Increasing amounts of research point to the significance of a strong pelvic floor for maintaining overall health. First, pelvic floor function has been linked to decreased incidence of low back pain2. While it may be surprising that the pelvic floor has an effect on back pain, the two body parts actually work together. To understand this, think of the trunk as a container with the pelvic floor acting as the “floor” of the container. The diaphragm acts as the roof, while the abdominal and back muscles act as the walls of the container. The walls, floor, and roof all work together to maintain the structural integrity of the container. If any single wall is weakened, the integrity of the entire container can be compromised when pressure is increased inside. This occurs when an individual coughs, sneezes, laughs, and lifts, for example. Once the structure is compromised, back pain can be a result of the trunk instability. Continuing with the analogy of the container, weakness in the pelvic floor can cause two serious health problems: incontinence and prolapse. Prolapse, as discussed earlier, occurs when an organ from the pelvic cavity protrudes through the vaginal cavity. Incontinence refers to the inability to control the bowel and/or bladder voluntarily. If an individual has poor control or damage to their pelvic floor muscles, he or she is at high risk for developing incontinence. Having a strong pelvic floor will reduce risk of developing prolapse and incontinence. Additionally, from a preventative point of view, it has been found that improving pelvic floor strength before pelvic surgeries such as prostatectomies yields better pelvic function during recovery from surgery3. The same is true for pelvic floor training during pregnancy to maintain pelvic floor function after childbirth4. Studies have also shown that a strong pelvic floor decreases risk of sexual dysfunction in women who have given birth5. With all the great benefits of pelvic floor strength, it certainly makes sense to incorporate a few minutes of pelvic floor exercises into your day!

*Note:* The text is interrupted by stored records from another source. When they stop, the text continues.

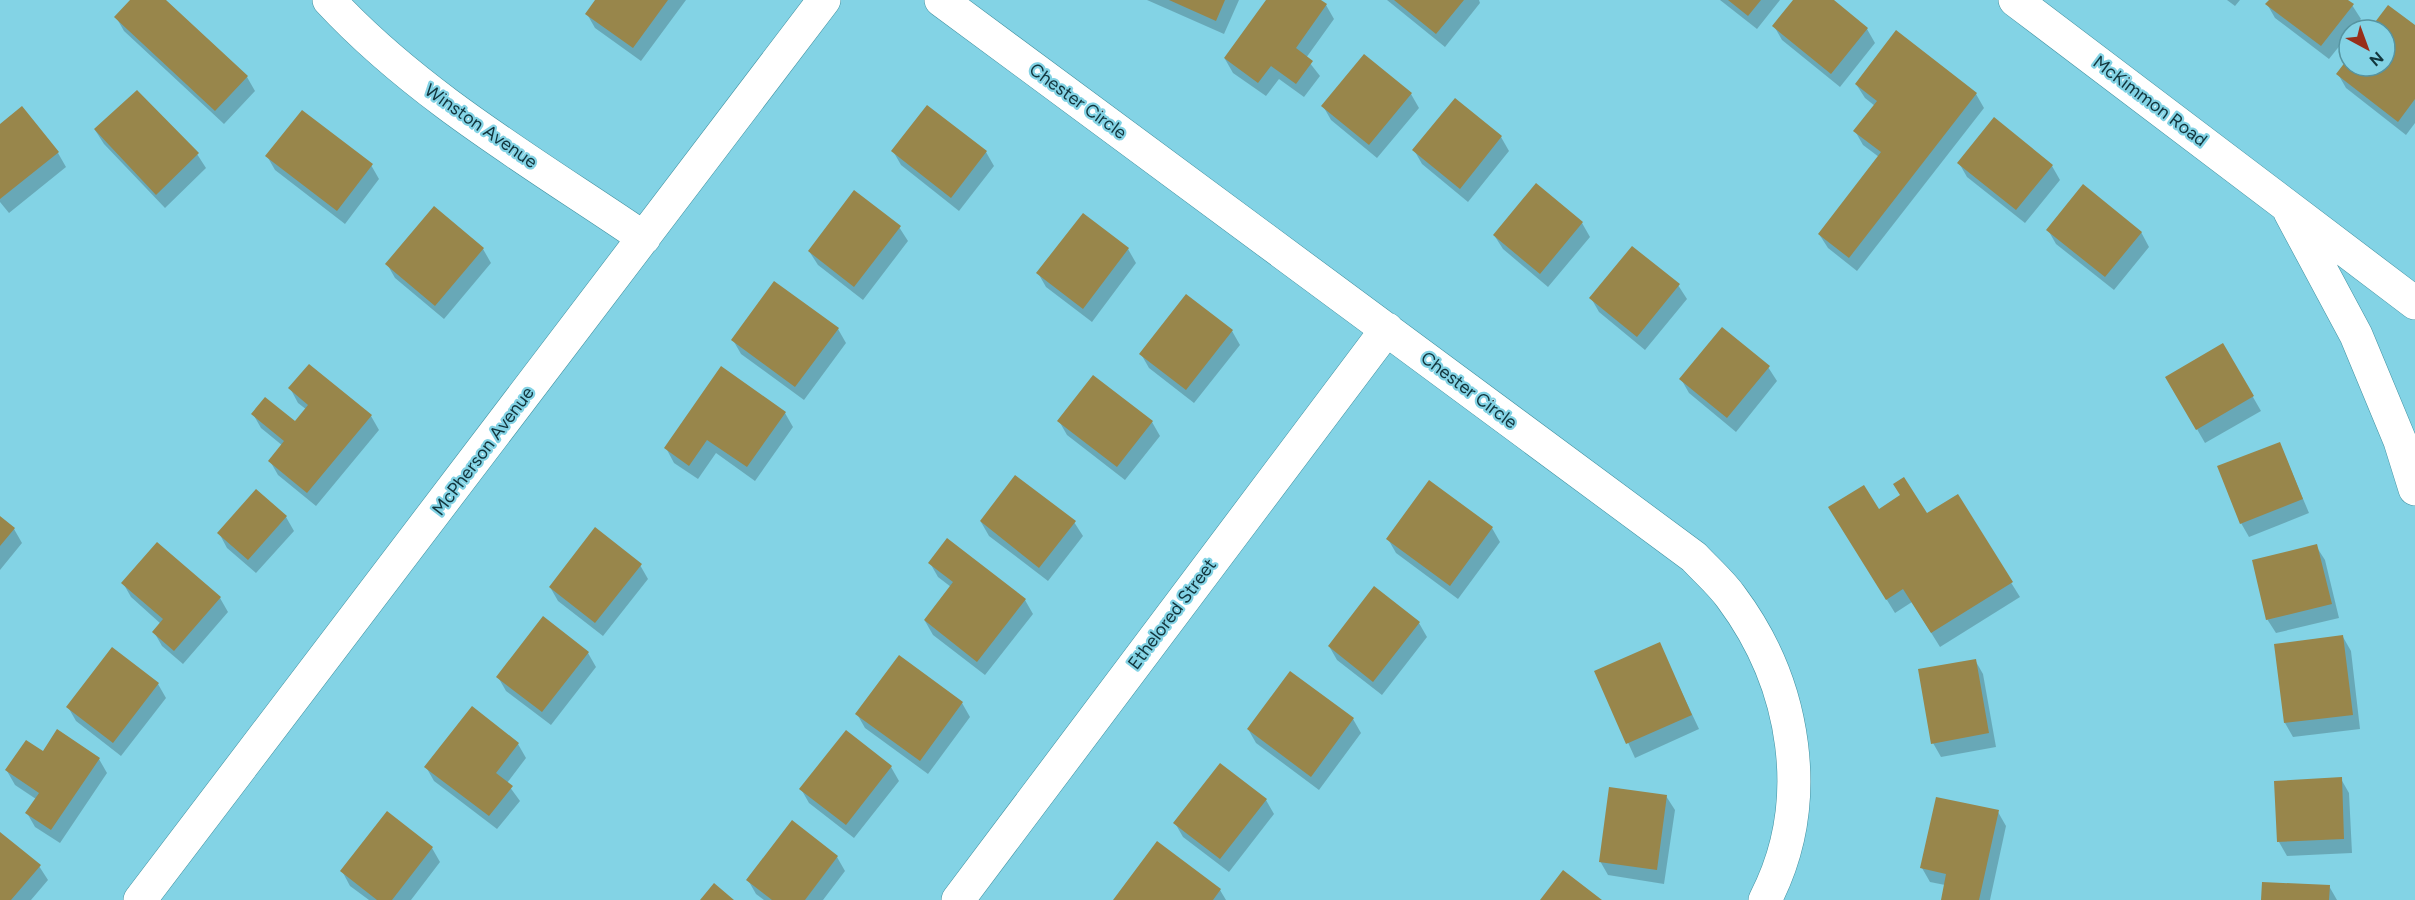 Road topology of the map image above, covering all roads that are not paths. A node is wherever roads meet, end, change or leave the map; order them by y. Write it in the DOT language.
graph roads {
  1 [pos="329,0"];
  2 [pos="824,0"];
  3 [pos="941,0"];
  4 [pos="2015,0"];
  5 [pos="2284,202"];
  6 [pos="644,238"];
  7 [pos="2415,303"];
  8 [pos="1387,329"];
  9 [pos="2415,489"];
  10 [pos="140,900"];
  11 [pos="958,900"];
  12 [pos="1765,900"];
  1 -- 6 [label="street, Winston Avenue"];
  2 -- 6 [label="street, McPherson Avenue"];
  3 -- 8 [label="street, Chester Circle"];
  4 -- 5 [label="street, McKimmon Road"];
  5 -- 7 [label="street, McKimmon Road"];
  5 -- 9 [label="street, McKimmon Road"];
  6 -- 10 [label="street, McPherson Avenue"];
  8 -- 11 [label="street, Ethelored Street"];
  8 -- 12 [label="street, Chester Circle"];
} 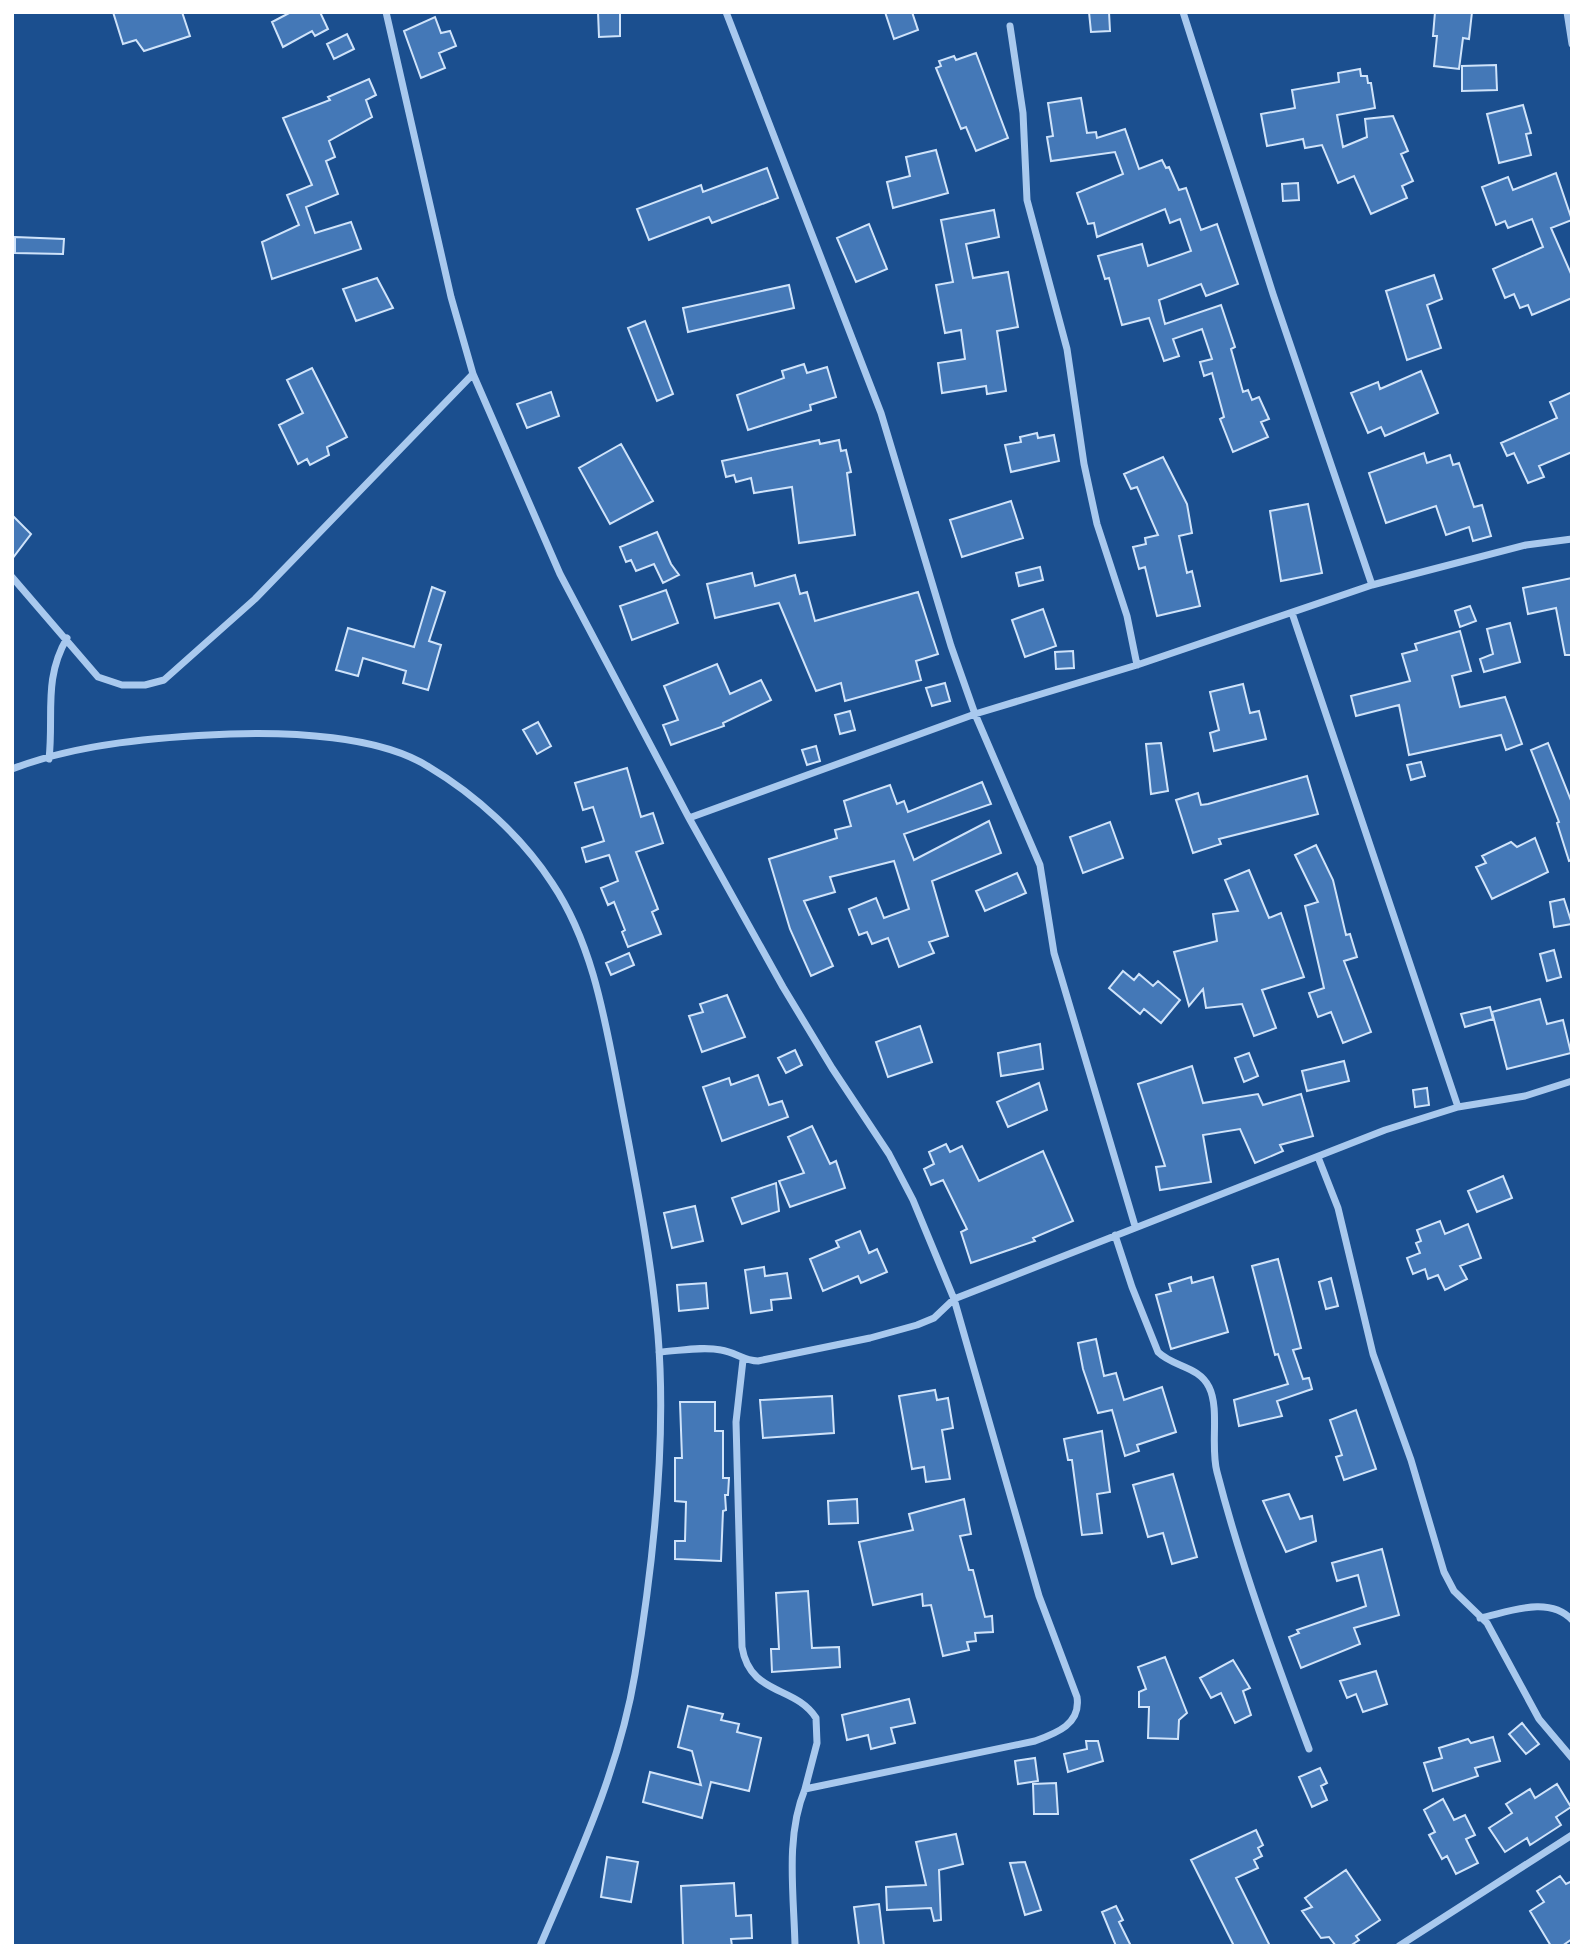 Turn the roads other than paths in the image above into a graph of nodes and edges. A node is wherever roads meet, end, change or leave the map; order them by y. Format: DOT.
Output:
graph roads {
  1 [pos="386,12"];
  2 [pos="726,12"];
  3 [pos="1183,12"];
  4 [pos="1567,12"];
  5 [pos="1010,26"];
  6 [pos="1572,44"];
  7 [pos="473,374"];
  8 [pos="1572,539"];
  9 [pos="12,577"];
  10 [pos="1372,585"];
  11 [pos="1292,613"];
  12 [pos="67,638"];
  13 [pos="1137,665"];
  14 [pos="975,714"];
  15 [pos="49,759"];
  16 [pos="12,769"];
  17 [pos="689,818"];
  18 [pos="1572,1081"];
  19 [pos="1458,1107"];
  20 [pos="1318,1157"];
  21 [pos="1135,1226"];
  22 [pos="1115,1235"];
  23 [pos="954,1299"];
  24 [pos="659,1352"];
  25 [pos="743,1360"];
  26 [pos="1480,1618"];
  27 [pos="1572,1620"];
  28 [pos="1309,1749"];
  29 [pos="1572,1758"];
  30 [pos="805,1789"];
  31 [pos="1572,1835"];
  32 [pos="540,1946"];
  33 [pos="795,1946"];
  34 [pos="1399,1946"];
  1 -- 7 [label="street"];
  2 -- 14 [label="street"];
  3 -- 10 [label="street"];
  4 -- 6 [label="street"];
  5 -- 13 [label="street"];
  7 -- 12 [label="street"];
  7 -- 17 [label="street"];
  8 -- 10 [label="street"];
  9 -- 12 [label="street"];
  10 -- 11 [label="street"];
  11 -- 13 [label="street"];
  11 -- 19 [label="street"];
  12 -- 15 [label="street"];
  13 -- 14 [label="street"];
  14 -- 17 [label="street"];
  14 -- 21 [label="street"];
  15 -- 16 [label="street"];
  15 -- 24 [label="street"];
  17 -- 23 [label="street"];
  18 -- 19 [label="street"];
  19 -- 20 [label="street"];
  20 -- 21 [label="street"];
  20 -- 26 [label="street"];
  21 -- 22 [label="street"];
  22 -- 23 [label="street"];
  22 -- 28 [label="street"];
  23 -- 25 [label="street"];
  23 -- 30 [label="street"];
  24 -- 25 [label="street"];
  24 -- 32 [label="street"];
  25 -- 30 [label="street"];
  26 -- 27 [label="street"];
  26 -- 29 [label="street"];
  30 -- 33 [label="street"];
  31 -- 34 [label="street"];
} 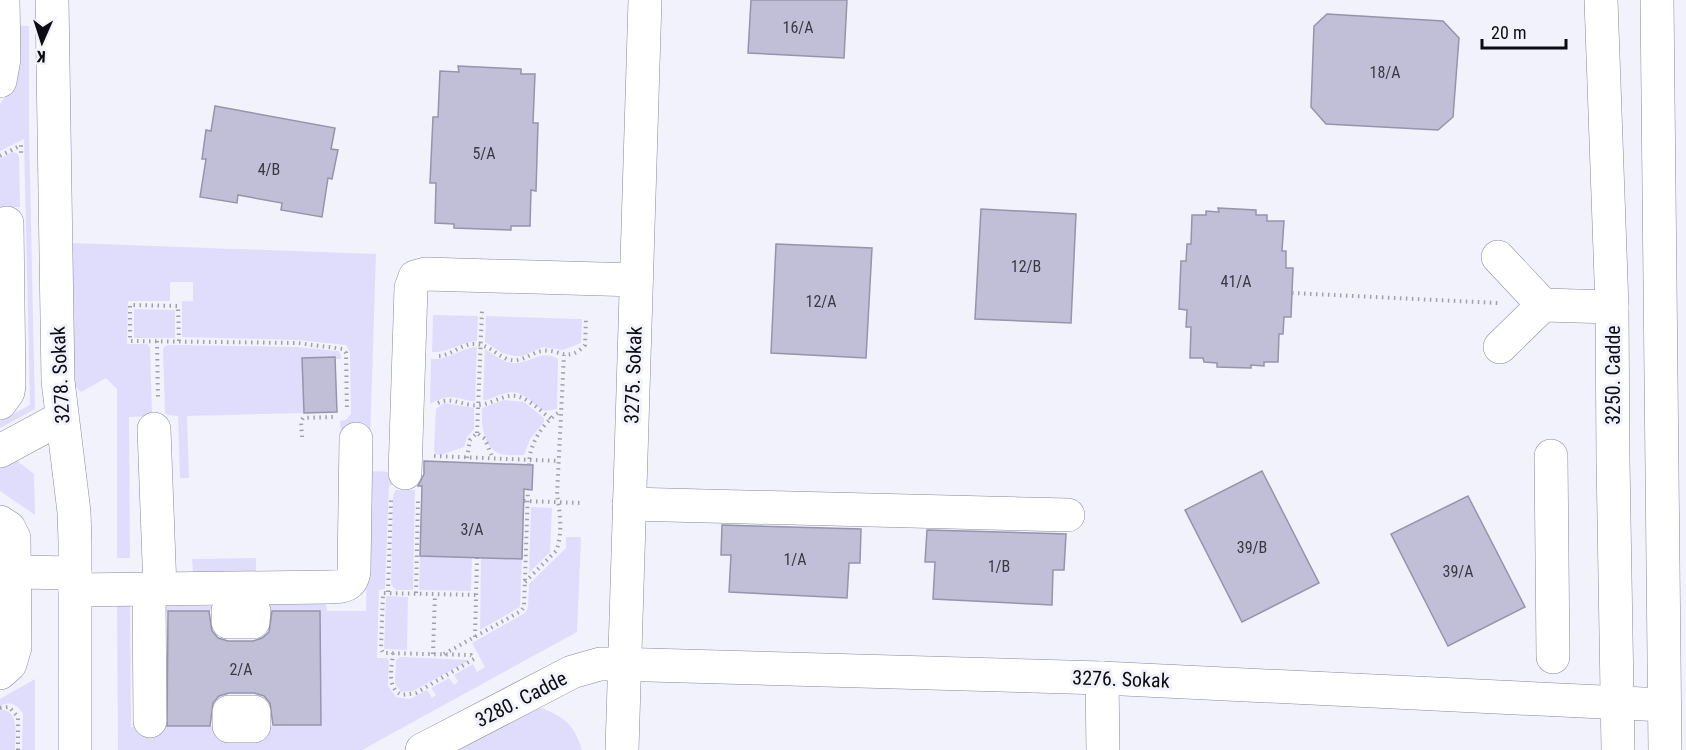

- Herschorn S. Female pelvic floor anatomy: the pelvic floor, supporting structures, and pelvic organs. Rev Urol. 2004;6 Suppl 5(3):S2-S10. doi:10.1016/j.gtc.2008.06.003.PELVIC.
- Arab AM, Behbahani RB, Lorestani L, Azari A. Assessment of pelvic floor muscle function in women with and without low back pain using transabdominal ultrasound. Man Ther. 2010;15(3):235-239. doi:10.1016/J.MATH.2009.12.005.
- Singh F, Newton RU, Baker MK, et al. Feasibility of Presurgical Exercise in Men with Prostate Cancer Undergoing Prostatectomy. Integr Cancer Ther. 2017;16(3):290-299. doi:10.1177/1534735416666373.
- Mørkved S, Bø K, Schei B, Salvesen KÅ. Pelvic floor muscle training during pregnancy to prevent urinary incontinence: a single-blind randomized controlled trial. Obstet Gynecol. 2003;101(2):313-319. doi:https://doi.org/10.1016/S0029-7844(02)02711-4.
- Ozdemir FC, Pehlivan E, Melekoglu R. Pelvic floor muscle strength of women consulting at the gynecology outpatient clinics and its correlation with sexual dysfunction: A cross-sectional study. Pakistan J Med Sci. 2017;33(4):854-859. doi:10.12669/pjms.334.12250.